**Exercise requirements**
Write out each line of the entries below that holds the word "font".
[Start of Attachment]
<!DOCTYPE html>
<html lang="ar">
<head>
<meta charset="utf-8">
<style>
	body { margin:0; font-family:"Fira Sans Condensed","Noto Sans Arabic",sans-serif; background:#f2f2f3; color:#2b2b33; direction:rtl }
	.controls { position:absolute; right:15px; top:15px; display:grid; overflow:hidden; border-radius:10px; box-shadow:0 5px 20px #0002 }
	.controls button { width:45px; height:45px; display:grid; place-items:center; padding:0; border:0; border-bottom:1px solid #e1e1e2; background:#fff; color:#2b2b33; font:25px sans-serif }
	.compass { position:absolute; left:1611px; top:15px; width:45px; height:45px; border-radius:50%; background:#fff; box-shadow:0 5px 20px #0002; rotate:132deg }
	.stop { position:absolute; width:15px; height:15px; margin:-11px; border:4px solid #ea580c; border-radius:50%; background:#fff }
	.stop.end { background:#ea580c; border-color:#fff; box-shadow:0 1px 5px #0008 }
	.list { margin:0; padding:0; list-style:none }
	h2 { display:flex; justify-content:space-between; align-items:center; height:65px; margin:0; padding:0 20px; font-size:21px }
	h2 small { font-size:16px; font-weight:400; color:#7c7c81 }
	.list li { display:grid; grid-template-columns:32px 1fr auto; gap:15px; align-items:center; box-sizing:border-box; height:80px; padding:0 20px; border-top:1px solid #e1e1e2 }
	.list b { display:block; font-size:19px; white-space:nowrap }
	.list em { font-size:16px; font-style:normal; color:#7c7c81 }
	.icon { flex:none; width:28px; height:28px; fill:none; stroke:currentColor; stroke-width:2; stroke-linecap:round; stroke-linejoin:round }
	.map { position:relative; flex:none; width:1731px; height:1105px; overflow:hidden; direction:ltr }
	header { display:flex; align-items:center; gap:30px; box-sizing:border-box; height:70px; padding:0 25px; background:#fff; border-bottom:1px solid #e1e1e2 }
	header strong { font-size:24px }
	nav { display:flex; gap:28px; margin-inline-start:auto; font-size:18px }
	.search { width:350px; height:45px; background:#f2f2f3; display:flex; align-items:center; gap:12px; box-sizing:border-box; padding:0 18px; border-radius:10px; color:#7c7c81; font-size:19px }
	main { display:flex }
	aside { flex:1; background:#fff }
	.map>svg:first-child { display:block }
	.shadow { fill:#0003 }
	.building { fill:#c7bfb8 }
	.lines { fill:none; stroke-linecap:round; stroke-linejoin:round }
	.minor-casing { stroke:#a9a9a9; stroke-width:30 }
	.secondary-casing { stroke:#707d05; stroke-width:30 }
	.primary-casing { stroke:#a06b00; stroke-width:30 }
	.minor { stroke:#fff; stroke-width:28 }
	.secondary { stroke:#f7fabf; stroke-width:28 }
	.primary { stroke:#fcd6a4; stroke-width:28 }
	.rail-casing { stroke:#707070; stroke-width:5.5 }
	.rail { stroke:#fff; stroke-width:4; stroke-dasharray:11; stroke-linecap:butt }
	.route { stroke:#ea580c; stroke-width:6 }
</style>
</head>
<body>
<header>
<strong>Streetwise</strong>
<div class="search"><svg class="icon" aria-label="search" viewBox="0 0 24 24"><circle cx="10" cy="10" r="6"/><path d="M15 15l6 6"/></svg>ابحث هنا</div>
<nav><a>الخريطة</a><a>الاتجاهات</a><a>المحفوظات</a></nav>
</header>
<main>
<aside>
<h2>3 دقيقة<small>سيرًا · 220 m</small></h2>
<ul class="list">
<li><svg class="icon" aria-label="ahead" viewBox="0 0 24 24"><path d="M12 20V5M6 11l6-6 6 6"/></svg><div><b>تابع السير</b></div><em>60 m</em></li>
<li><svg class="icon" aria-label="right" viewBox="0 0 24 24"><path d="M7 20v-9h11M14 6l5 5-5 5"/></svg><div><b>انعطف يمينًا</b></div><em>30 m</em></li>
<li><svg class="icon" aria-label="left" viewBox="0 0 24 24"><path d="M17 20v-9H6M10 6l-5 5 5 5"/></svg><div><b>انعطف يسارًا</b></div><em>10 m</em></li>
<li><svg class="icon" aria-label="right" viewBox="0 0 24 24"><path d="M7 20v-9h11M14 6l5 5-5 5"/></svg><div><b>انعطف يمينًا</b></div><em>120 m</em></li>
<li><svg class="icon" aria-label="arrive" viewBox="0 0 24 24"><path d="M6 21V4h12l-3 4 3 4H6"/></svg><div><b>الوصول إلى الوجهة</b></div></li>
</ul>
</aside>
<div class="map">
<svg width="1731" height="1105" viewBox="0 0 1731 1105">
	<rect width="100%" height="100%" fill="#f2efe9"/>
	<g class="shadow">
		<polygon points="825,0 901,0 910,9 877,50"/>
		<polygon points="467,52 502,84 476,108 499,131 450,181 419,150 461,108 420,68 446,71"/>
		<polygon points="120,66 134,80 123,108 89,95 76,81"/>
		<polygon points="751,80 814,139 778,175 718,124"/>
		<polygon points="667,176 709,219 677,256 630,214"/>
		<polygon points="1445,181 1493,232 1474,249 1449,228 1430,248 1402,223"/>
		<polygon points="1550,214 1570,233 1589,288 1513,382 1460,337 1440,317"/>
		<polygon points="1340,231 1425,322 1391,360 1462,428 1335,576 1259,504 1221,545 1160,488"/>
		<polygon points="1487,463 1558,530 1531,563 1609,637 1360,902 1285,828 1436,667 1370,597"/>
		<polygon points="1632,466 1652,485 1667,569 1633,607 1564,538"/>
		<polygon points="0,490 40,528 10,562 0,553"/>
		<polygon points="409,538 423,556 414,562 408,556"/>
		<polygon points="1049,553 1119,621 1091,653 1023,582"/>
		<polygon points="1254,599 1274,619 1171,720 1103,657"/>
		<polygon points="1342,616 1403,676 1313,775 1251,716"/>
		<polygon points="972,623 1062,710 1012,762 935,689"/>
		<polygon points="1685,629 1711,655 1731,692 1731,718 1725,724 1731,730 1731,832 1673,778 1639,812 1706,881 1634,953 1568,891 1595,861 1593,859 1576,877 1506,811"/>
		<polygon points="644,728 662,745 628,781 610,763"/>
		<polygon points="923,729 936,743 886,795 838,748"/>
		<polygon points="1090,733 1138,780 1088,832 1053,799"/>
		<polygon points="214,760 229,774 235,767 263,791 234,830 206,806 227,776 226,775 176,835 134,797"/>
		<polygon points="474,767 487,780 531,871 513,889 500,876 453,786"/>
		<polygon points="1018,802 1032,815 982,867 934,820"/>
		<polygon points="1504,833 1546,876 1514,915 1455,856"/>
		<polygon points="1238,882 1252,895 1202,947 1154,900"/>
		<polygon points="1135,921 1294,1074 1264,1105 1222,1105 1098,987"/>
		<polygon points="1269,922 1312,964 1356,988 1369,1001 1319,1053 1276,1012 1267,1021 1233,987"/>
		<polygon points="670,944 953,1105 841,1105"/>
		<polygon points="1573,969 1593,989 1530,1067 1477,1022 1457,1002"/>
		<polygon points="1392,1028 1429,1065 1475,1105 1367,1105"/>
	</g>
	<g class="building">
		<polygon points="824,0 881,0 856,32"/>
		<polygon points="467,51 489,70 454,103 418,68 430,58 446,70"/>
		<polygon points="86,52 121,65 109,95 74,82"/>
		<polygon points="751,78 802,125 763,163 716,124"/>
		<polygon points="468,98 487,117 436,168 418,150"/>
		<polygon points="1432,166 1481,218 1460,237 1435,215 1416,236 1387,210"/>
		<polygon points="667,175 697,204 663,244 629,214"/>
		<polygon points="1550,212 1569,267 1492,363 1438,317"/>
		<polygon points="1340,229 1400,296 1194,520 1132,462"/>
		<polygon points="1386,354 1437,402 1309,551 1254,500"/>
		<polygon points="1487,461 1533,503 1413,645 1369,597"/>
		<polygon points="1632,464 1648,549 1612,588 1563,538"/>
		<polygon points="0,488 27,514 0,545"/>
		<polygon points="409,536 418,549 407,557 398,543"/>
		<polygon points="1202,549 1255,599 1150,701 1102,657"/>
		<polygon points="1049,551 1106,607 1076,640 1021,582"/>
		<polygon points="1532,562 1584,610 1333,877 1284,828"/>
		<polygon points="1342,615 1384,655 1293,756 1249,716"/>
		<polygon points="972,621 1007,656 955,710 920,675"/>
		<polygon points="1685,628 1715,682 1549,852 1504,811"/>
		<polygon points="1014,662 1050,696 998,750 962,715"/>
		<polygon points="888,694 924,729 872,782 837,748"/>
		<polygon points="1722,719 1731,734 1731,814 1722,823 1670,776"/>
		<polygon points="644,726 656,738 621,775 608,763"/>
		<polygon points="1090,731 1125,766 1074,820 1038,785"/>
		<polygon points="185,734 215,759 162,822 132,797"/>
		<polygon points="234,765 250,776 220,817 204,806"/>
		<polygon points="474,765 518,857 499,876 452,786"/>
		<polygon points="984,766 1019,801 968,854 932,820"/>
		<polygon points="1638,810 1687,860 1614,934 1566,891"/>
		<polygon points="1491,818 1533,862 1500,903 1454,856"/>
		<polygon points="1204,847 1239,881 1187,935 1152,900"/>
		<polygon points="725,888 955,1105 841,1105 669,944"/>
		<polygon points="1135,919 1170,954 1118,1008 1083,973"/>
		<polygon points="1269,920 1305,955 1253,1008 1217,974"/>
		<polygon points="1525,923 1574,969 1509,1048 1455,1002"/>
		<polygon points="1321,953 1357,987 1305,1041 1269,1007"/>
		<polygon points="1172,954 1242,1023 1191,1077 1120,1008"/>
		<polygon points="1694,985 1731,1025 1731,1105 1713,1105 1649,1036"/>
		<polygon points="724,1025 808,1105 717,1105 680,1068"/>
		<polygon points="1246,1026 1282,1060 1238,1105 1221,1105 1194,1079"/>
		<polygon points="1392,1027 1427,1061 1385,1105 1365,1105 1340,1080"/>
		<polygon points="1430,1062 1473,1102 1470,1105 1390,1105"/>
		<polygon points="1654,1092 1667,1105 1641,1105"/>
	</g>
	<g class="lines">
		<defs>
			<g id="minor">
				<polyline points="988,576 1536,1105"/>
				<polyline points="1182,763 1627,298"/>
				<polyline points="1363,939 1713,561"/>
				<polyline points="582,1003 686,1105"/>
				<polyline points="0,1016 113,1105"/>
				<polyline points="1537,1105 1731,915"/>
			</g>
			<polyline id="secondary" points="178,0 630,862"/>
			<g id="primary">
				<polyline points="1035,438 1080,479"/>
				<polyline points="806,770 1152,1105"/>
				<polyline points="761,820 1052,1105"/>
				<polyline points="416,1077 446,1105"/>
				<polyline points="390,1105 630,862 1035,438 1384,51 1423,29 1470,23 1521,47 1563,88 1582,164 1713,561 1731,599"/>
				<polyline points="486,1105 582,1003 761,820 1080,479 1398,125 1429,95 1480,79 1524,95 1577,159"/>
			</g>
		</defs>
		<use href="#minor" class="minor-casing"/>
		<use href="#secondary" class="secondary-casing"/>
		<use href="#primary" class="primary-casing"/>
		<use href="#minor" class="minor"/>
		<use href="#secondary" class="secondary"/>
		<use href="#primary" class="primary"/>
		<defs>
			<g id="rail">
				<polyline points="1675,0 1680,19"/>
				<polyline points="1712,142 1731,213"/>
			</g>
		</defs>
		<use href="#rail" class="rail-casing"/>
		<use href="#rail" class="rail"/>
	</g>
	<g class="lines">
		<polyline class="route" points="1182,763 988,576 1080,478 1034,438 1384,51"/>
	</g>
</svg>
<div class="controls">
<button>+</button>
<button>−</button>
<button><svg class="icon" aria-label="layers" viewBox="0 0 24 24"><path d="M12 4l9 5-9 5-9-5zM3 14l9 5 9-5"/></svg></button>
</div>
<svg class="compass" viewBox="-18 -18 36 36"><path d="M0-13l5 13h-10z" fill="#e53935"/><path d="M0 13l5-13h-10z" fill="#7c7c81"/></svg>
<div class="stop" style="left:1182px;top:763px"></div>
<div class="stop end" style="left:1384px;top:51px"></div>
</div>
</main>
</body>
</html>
[End of Attachment]
**Task result**
	body { margin:0; font-family:"Fira Sans Condensed","Noto Sans Arabic",sans-serif; background:#f2f2f3; color:#2b2b33; direction:rtl }
	.controls button { width:45px; height:45px; display:grid; place-items:center; padding:0; border:0; border-bottom:1px solid #e1e1e2; background:#fff; color:#2b2b33; font:25px sans-serif }
	h2 { display:flex; justify-content:space-between; align-items:center; height:65px; margin:0; padding:0 20px; font-size:21px }
	h2 small { font-size:16px; font-weight:400; color:#7c7c81 }
	.list b { display:block; font-size:19px; white-space:nowrap }
	.list em { font-size:16px; font-style:normal; color:#7c7c81 }
	header strong { font-size:24px }
	nav { display:flex; gap:28px; margin-inline-start:auto; font-size:18px }
	.search { width:350px; height:45px; background:#f2f2f3; display:flex; align-items:center; gap:12px; box-sizing:border-box; padding:0 18px; border-radius:10px; color:#7c7c81; font-size:19px }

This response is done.